Arson is considered distinct from pyromania, an impulse control disorder characterized by an obsession with fire. Most acts of arson are not committed by pyromaniacs. Reckless burning is legally distinct from arson in some jurisdictions, but generally refers to cases where an individual causes a fire which results in death, destruction of property, or injury, through negligence or inattention.

Arson of a mosque in the Palestinian village of Mu'arrajat by Hilltop Youth, February 2025

Arsonists may set fires during riots, civil unrest, ethnic cleansing or war. An arsonist may commit the crime as an act of war, terrorism, for financial gain (i.e., insurance fraud or arson-for-profit), emotional satisfaction (i.e., firefighter arson, personal entertainment, retribution, or revenge), or in the concealment of another crime like robbery or homicide. Fires are generally set using an accelerant (such as gasoline or kerosene) to ignite, propel, and direct the flames. The detection and identification of ignitable liquid residues is an important part of fire investigations.

==Etymology==
The term derives from Law French arsoun (late 13th century), from Old French arsion, from Late Latin ārsiōnem "a burning," (acc.) from the verb ardēre, "to burn."

The Old English term was bærnet, lit. "burning"; and Edward Coke has indictment of burning (1640). Arsonist is from 1864.

== Motivations ==
Arson has been a documented practice for centuries. Arson (sometime called "fire setting" in scholarly literature) may have varying motivations, and can be difficult to profile.
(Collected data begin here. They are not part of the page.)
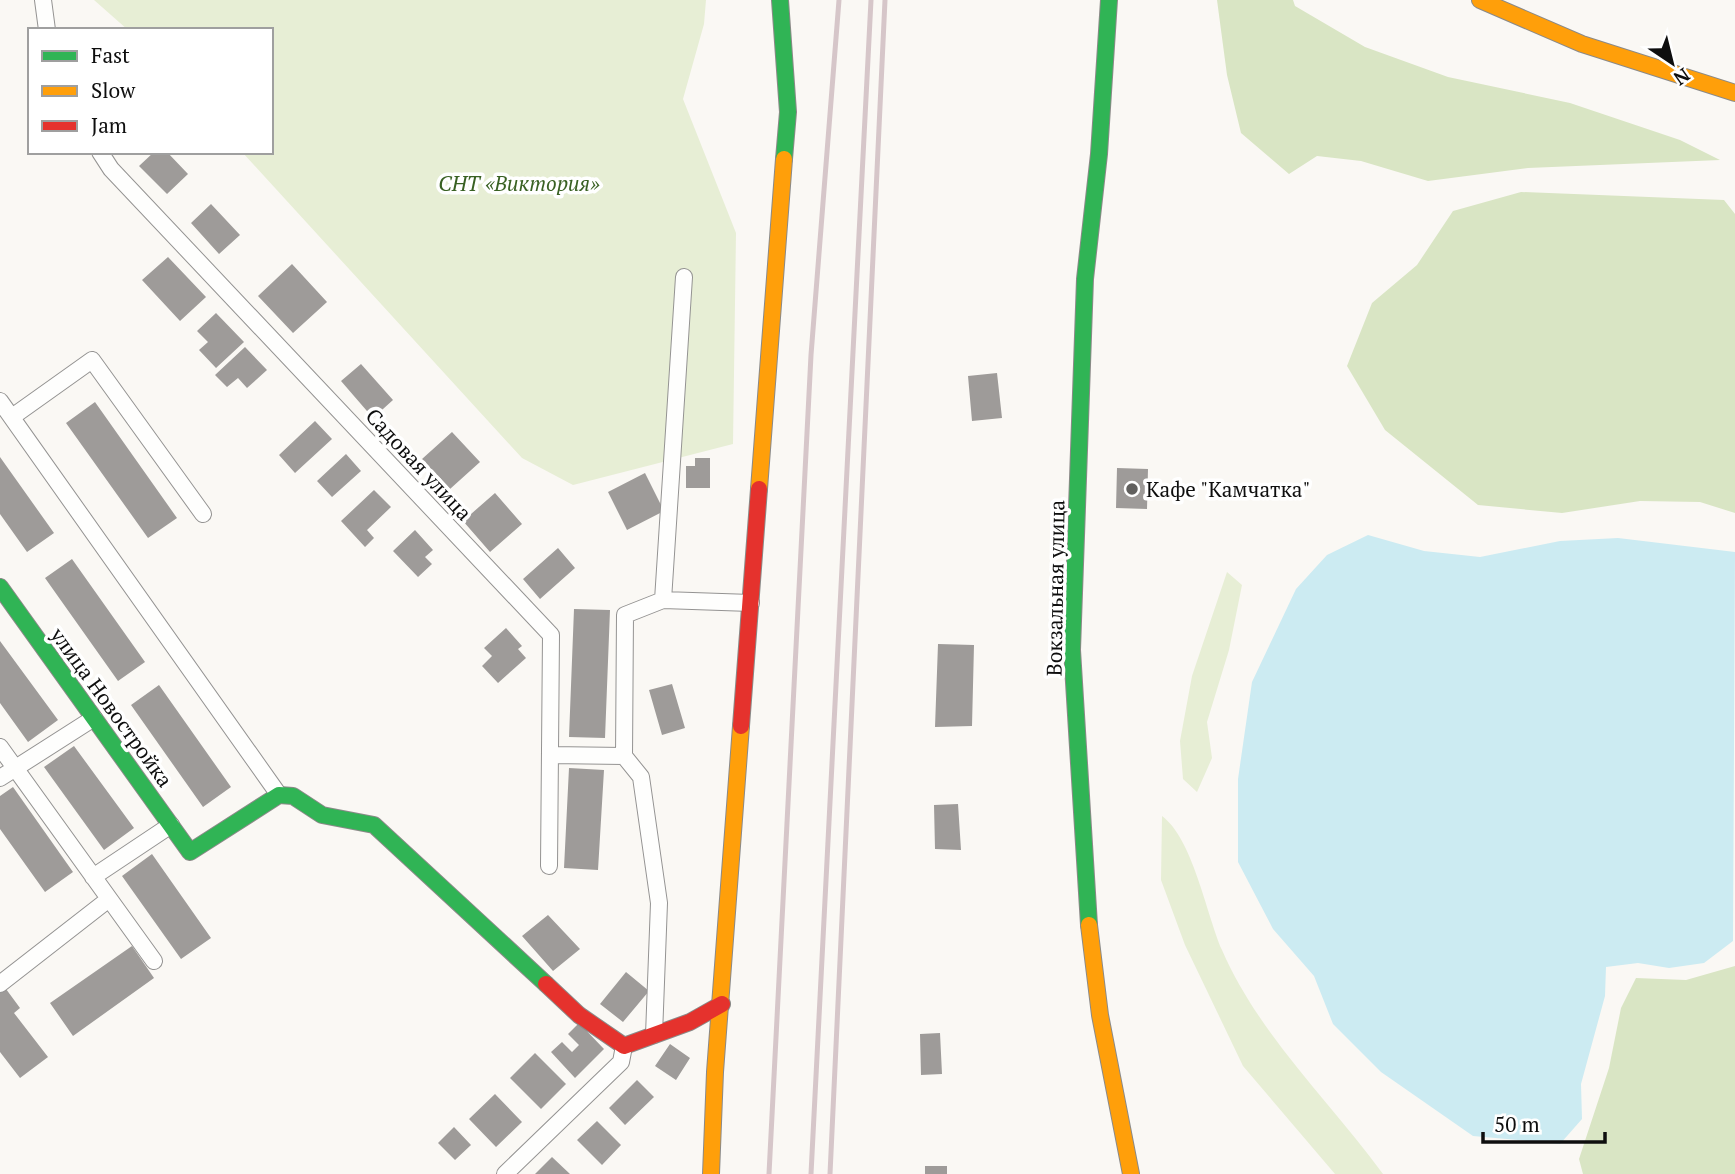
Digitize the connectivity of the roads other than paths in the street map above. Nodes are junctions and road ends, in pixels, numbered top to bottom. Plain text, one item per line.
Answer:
1 (43, 0) edge
2 (780, 0) edge
3 (1109, 0) edge
4 (1480, 0) edge
5 (47, 28) edge
6 (1735, 93) edge
7 (101, 154) edge
8 (684, 276) dead end
9 (0, 401) edge
10 (12, 417) junction
11 (203, 514) dead end
12 (0, 587) edge
13 (663, 600) junction
14 (751, 603) junction
15 (94, 718) junction
16 (0, 747) edge
17 (550, 755) junction
18 (624, 756) junction
19 (17, 770) junction
20 (0, 778) edge
21 (279, 795) junction
22 (171, 825) junction
23 (549, 866) dead end
24 (93, 877) junction
25 (109, 899) junction
26 (154, 961) dead end
27 (0, 984) edge
28 (722, 1004) junction
29 (654, 1035) junction
30 (624, 1046) junction
31 (505, 1174) edge
32 (711, 1174) edge
33 (1131, 1174) edge

1 - 5 street
2 - 14 street
3 - 33 street, Вокзальная улица
4 - 6 street
7 - 17 street, Садовая улица
8 - 13 street
9 - 10 street
10 - 11 street
10 - 21 street
12 - 15 street, улица Новостройка
13 - 14 street
13 - 18 street
14 - 28 street
15 - 19 street
15 - 22 street, улица Новостройка
16 - 19 street
17 - 18 street
17 - 23 street, Садовая улица
18 - 29 street
19 - 20 street
19 - 24 street
21 - 22 street, улица Новостройка
21 - 30 street
22 - 24 street
24 - 25 street
25 - 26 street
25 - 27 street
28 - 29 street
28 - 32 street
29 - 30 street
30 - 31 street

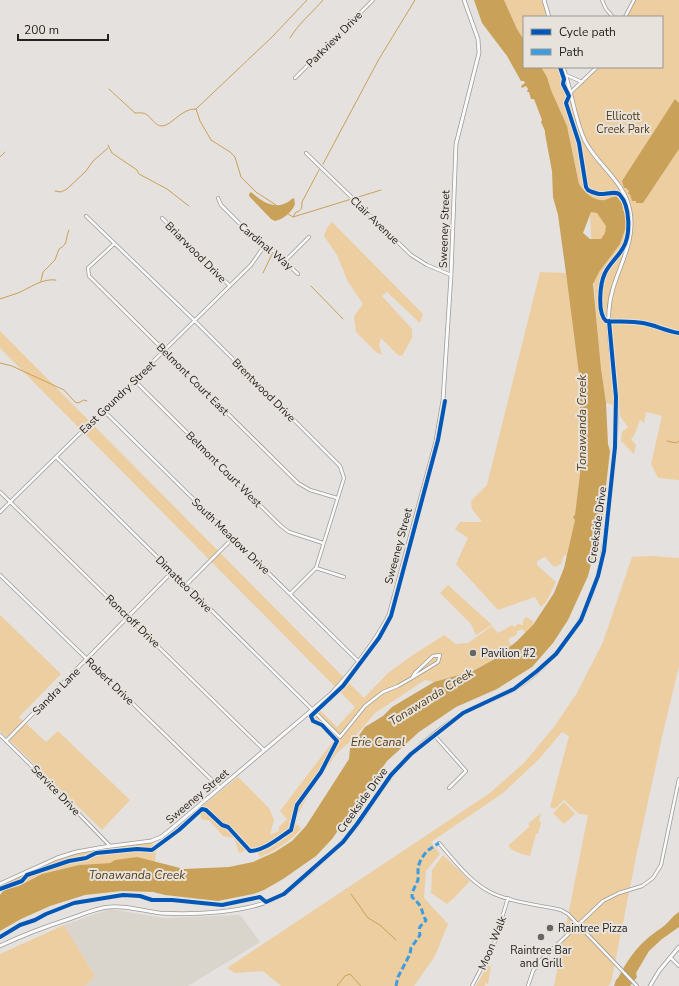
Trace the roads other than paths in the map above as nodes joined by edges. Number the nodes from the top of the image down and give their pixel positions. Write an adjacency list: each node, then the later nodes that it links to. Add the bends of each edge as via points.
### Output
1 (373, 0): 12 (street, Parkview Drive)
2 (464, 0): 24 (street, Sweeney Street, via 478,39 478,53 456,144)
3 (544, 0): 6 (street)
4 (602, 0): 7 (street)
5 (634, 0): 8 (street)
6 (549, 16)
7 (612, 16)
8 (626, 16)
9 (563, 68): 11 (street, Creekside Drive)
10 (596, 68): 13 (street)
11 (566, 75): 13 (street); 14 (street, Creekside Drive)
12 (295, 78)
13 (582, 82): 14 (street)
14 (571, 92): 49 (street, Creekside Drive, via 586,141 621,188 629,204 632,219 629,246 613,286 608,311 616,397 615,448 602,562 581,620 556,654 514,689 463,713)
15 (306, 152): 24 (street, Clair Avenue, via 411,255)
16 (218, 198): 21 (street, Cardinal Way, via 225,210)
17 (86, 216): 20 (street, Brentwood Drive)
18 (162, 218): 25 (street, Briarwood Drive)
19 (309, 237): 22 (street)
20 (114, 244): 26 (street, Brentwood Drive); 27 (street, Belmont Court East, via 88,268 89,276)
21 (265, 245): 22 (street, Cardinal Way); 25 (street, East Goundry Street, via 254,262)
22 (285, 261): 23 (street, Cardinal Way)
23 (298, 274)
24 (451, 275): 45 (street, Sweeney Street, via 443,400 436,441 389,615 379,634)
25 (230, 286): 26 (street, East Goundry Street)
26 (194, 320): 27 (street, East Goundry Street); 32 (street, Brentwood Drive, via 340,466 344,478)
27 (164, 351): 28 (street, East Goundry Street); 32 (street, Belmont Court East, via 298,483 310,490)
28 (134, 380): 29 (street, East Goundry Street); 36 (street, Belmont Court West, via 281,526 289,532)
29 (104, 410): 30 (street, East Goundry Street); 35 (street, South Meadow Drive)
30 (56, 457): 33 (street, East Goundry Street); 38 (street, Dimatteo Drive)
31 (0, 492): 33 (street, Roncroff Drive)
32 (337, 498): 36 (street, Brentwood Drive)
33 (10, 502): 34 (street, East Goundry Street); 43 (street, Roncroff Drive)
34 (0, 512)
35 (233, 538): 41 (street); 42 (street, South Meadow Drive)
36 (324, 543): 37 (street, Brentwood Drive)
37 (316, 568): 40 (street); 42 (street, Brentwood Drive)
38 (172, 572): 41 (street, Dimatteo Drive); 43 (street, Sandra Lane)
39 (0, 575): 44 (street, Robert Drive)
40 (344, 577)
41 (186, 585): 47 (street, Dimatteo Drive)
42 (291, 594): 45 (street, South Meadow Drive)
43 (128, 617): 44 (street, Sandra Lane); 51 (street, Roncroff Drive)
44 (88, 659): 50 (street, Sandra Lane); 54 (street, Robert Drive)
45 (358, 661): 47 (street, Sweeney Street, via 332,694)
46 (412, 678): 46 (street, via 414,673 433,656 440,655 438,662); 47 (street, Dimatteo Drive, via 383,692 365,706 340,737)
47 (312, 711): 51 (street, Sweeney Street)
48 (0, 735): 50 (street, Service Drive)
49 (434, 735): 53 (street, via 466,771); 60 (street, Creekside Drive, via 401,763 343,842 295,885 274,899 242,908 201,912 164,913 127,907 106,907 29,933)
50 (6, 741): 56 (street, Service Drive)
51 (265, 751): 54 (street, Sweeney Street)
52 (679, 779): 59 (street, via 659,869 649,882 642,886 607,898)
53 (449, 788)
54 (220, 789): 56 (street, Sweeney Street, via 161,836 151,841)
55 (439, 843): 58 (street, via 478,884 490,892)
56 (110, 846): 57 (street, Sweeney Street, via 56,858)
57 (0, 884)
58 (508, 898): 59 (street, via 562,910); 65 (street, Moon Walk, via 494,944)
59 (578, 924): 64 (street); 66 (street, via 540,961)
60 (0, 946)
61 (679, 947): 62 (street)
62 (670, 957): 63 (street); 67 (street)
63 (679, 966)
64 (636, 985)
65 (472, 986)
66 (528, 986)
67 (650, 986)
Arson may be committed for a number of reasons. The wide variety of these motivations, along with limitations on cohort size, and variations in the scholarly, legal, social, and psychological definitions of arson/fire setting makes generalizations difficult.
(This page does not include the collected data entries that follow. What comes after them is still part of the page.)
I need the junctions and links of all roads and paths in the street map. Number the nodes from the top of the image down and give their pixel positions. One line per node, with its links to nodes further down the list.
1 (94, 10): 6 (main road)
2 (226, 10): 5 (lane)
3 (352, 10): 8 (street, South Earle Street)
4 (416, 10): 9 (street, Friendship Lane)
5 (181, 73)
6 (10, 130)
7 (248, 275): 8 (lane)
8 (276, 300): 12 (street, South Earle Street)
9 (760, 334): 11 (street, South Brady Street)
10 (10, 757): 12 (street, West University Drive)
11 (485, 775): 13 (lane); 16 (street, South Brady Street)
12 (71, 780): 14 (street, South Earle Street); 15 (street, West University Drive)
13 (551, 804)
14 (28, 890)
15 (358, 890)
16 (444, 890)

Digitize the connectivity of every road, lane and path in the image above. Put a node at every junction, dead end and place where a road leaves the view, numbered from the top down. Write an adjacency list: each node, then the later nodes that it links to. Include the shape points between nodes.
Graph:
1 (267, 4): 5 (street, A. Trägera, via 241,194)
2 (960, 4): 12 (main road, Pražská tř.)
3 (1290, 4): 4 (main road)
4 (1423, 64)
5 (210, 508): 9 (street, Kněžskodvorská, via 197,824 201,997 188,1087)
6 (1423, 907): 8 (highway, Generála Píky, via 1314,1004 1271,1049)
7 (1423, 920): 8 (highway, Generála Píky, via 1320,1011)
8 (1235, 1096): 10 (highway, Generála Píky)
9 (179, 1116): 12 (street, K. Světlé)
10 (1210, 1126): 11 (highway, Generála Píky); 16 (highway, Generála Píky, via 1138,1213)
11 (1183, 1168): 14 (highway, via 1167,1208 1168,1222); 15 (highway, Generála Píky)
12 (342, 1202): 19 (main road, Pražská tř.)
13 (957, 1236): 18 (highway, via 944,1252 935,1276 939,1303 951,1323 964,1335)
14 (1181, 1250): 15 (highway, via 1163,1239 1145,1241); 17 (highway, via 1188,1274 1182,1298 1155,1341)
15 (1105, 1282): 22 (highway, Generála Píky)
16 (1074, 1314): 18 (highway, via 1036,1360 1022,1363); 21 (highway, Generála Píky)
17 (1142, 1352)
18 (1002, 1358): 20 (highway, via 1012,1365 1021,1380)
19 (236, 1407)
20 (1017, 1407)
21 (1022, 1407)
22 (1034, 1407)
One or more individuals may commit arson during a riot as an act of vandalism, or during civil disorder or an ethnic cleansing as an act of war, terrorism or act of political protest. For instance, it is not uncommon for buildings, cars, dumpsters to be set on fire following sporting events in some cities and nations. Fires may be set to provide "cover" to retreating or advancing forces, like in 1991 when the Iraqi military retreated from Kuwait. Groups including the Provisional IRA and the Women's Social and Political Union have used arson as a political act of violence. During the most recent Myanmar civil war the Military junta engaged in a campaign of burning homes to drive out combatants in urban areas. Inversely, arson (or intent to commit arson) has been used a false flag or smear campaign against activists, as in the case of Marinus van der Lubbe and Martin Sostre.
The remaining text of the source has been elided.